Are You A Liar? Seven Questions for Six Minutes!

Hello everyone! It's the first truly warm day here in The Eternal City.

Okay, so in today's Six Minute English we are going to explore an aspect of dishonesty, specifically, Lying. Some categories of people, particularly lawyers (liars?) and politicians, have a reputation for lying, or, in the famous words of one British government official, being "economical with the truth." But what is the truth about lying? You are about to find out.

Now read the questions below:
1. (Official question): Which profession admits to lying the most?
(a) Teachers; (b) Doctors; (c) Politicians.
(You'll hear the answer at the end of the programme.)

2. According to research, how many lies do most people tell every day?
3. "Lying is a(n) ___________ part of human nature." Listen and insert one word into the gap.
4. How can you tell if someone is lying? Listen to the psychiatrist Sharon Leal and briefly describe the three factors that she mentions.
5. How does a "lie detector" work? It measures your ________, your ___________ and your ________ .
6. What is a "control question"?
7. What is the definition of a "white" lie? What example does the speaker give?

Now listen to the programme. Then write your answers on the Tag Board or in the Comment below this posting.

That's all for now. I will be on holiday until 7 April. Have a very Good Easter holiday, and as they say where I'm going, iyi yolculuklar!
- Mike

Thursday, March 25, 2010

Turning of the Year

Hello everyone! It's now been officially Spring since 21 March. Rome has definitely warmed up. Bad luck for skiers, of course: on the nearby slopes of Campo Felice or Ovindoli it's downhill all the way in more senses than one. The quality of the snow will now be deteriorating.

Here on the Blog, I would like to congratulate Pasquale Alabastro on his splendid photo of the Colosseum. Pasquale is studying photography in Rome as well as English, and there are more of his pictures in the pipeline.

Before I go on holiday, I plan another listening comprehension exercise from the BBC's Six Minute English. Meanwhile, I would like to thank Leonardo and Gian Piero, of Level Four, for recording themselves reading "Words In The News". I have given them some individual feedback. I would generally say that the problems mainly arise from wrongly-placed stress, whether within a word or within a sentence. Wrongly-placed stress can render your speech incomprehensible. So I encourage you to try it for yourself.

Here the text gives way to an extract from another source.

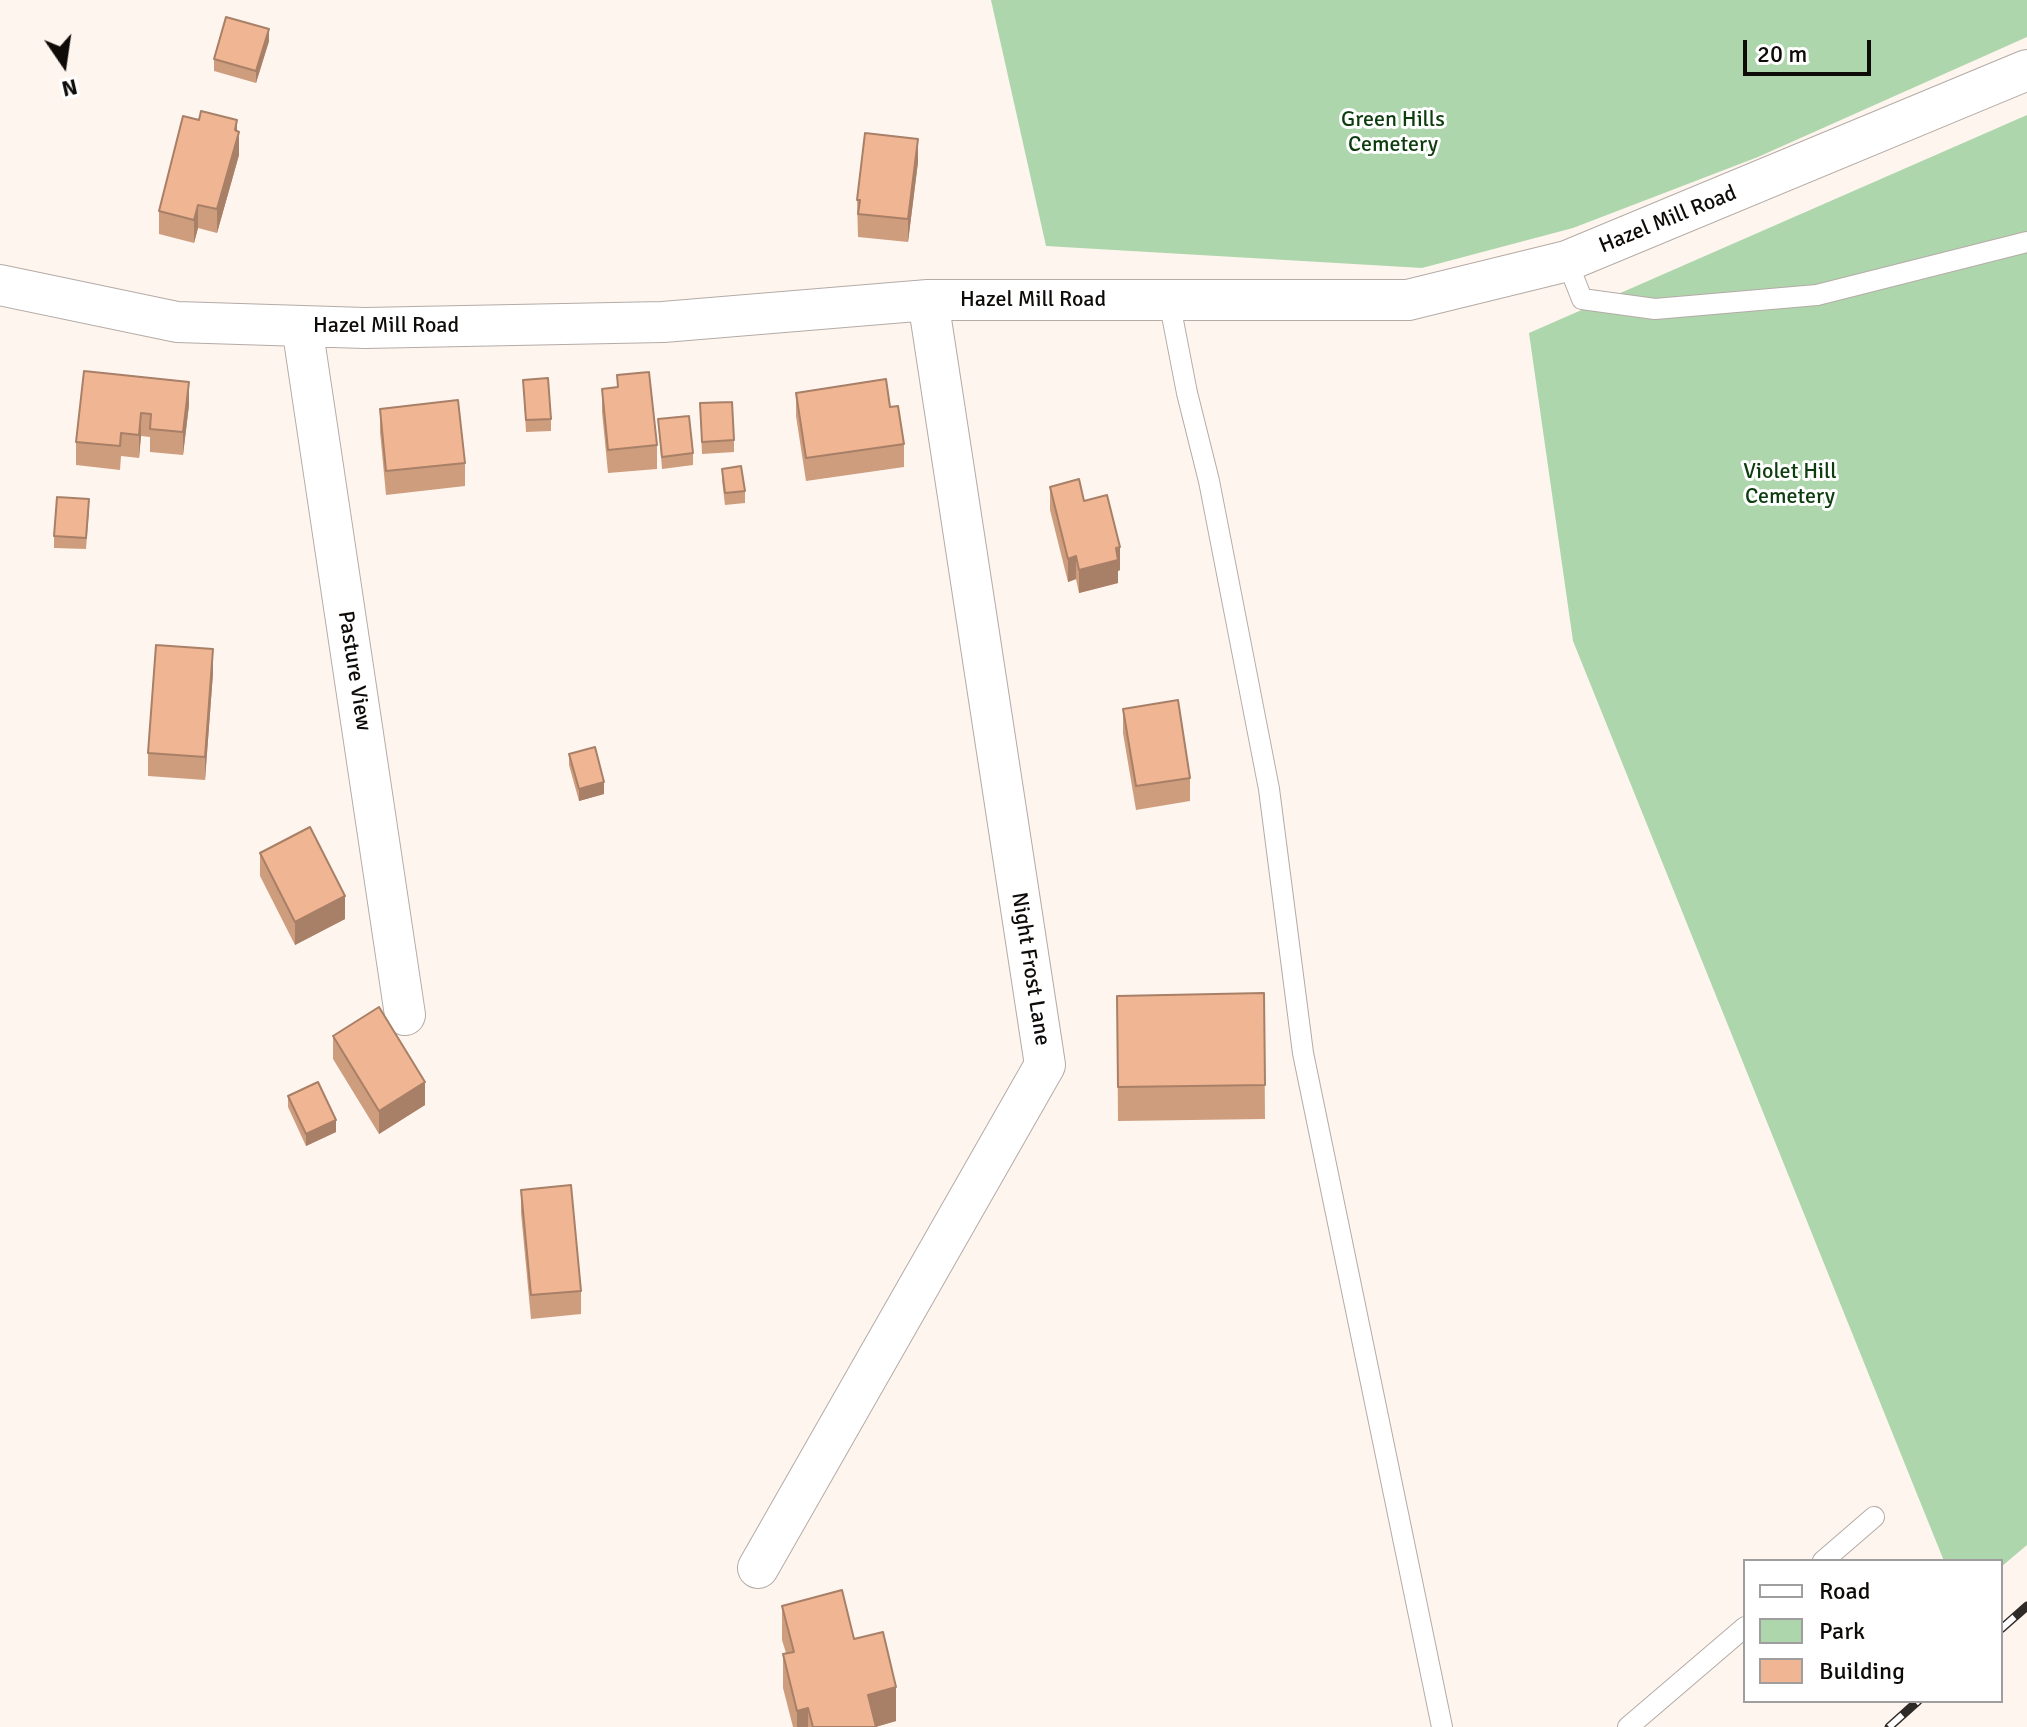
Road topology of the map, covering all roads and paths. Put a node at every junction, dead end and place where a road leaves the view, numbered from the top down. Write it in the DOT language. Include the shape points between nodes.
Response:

Simply surf over to Words In The News. Choose a piece of news - I recommend the interesting piece on the Latvian marijuana haul. Listen to the official reader first. Pay close attention to the stressed words and other pronunciation features. You could even print out the text, listen and underline the stressed words and syllables. Or you could copy the text to "Word" and use the highlighter tool. Then record yourself and save the resulting file. After converting the file to MP3 format, send it to me. Do not worry if you get a message saying that the British Council has blocked your message. I can take care of it from this end. I will listen to your recording, and contact you with corrections and suggestions.

For something slightly different, navigate over to the British Council's English Online site. This piece on Extra-Sensory Perception will be particularly interesting to students in our Level 4A, since we have been looking at Psychics, Astrologers and Palmists. Listen to the reader and read the text at the same time.

Your question for this topic: what are the four distinct types of ESP?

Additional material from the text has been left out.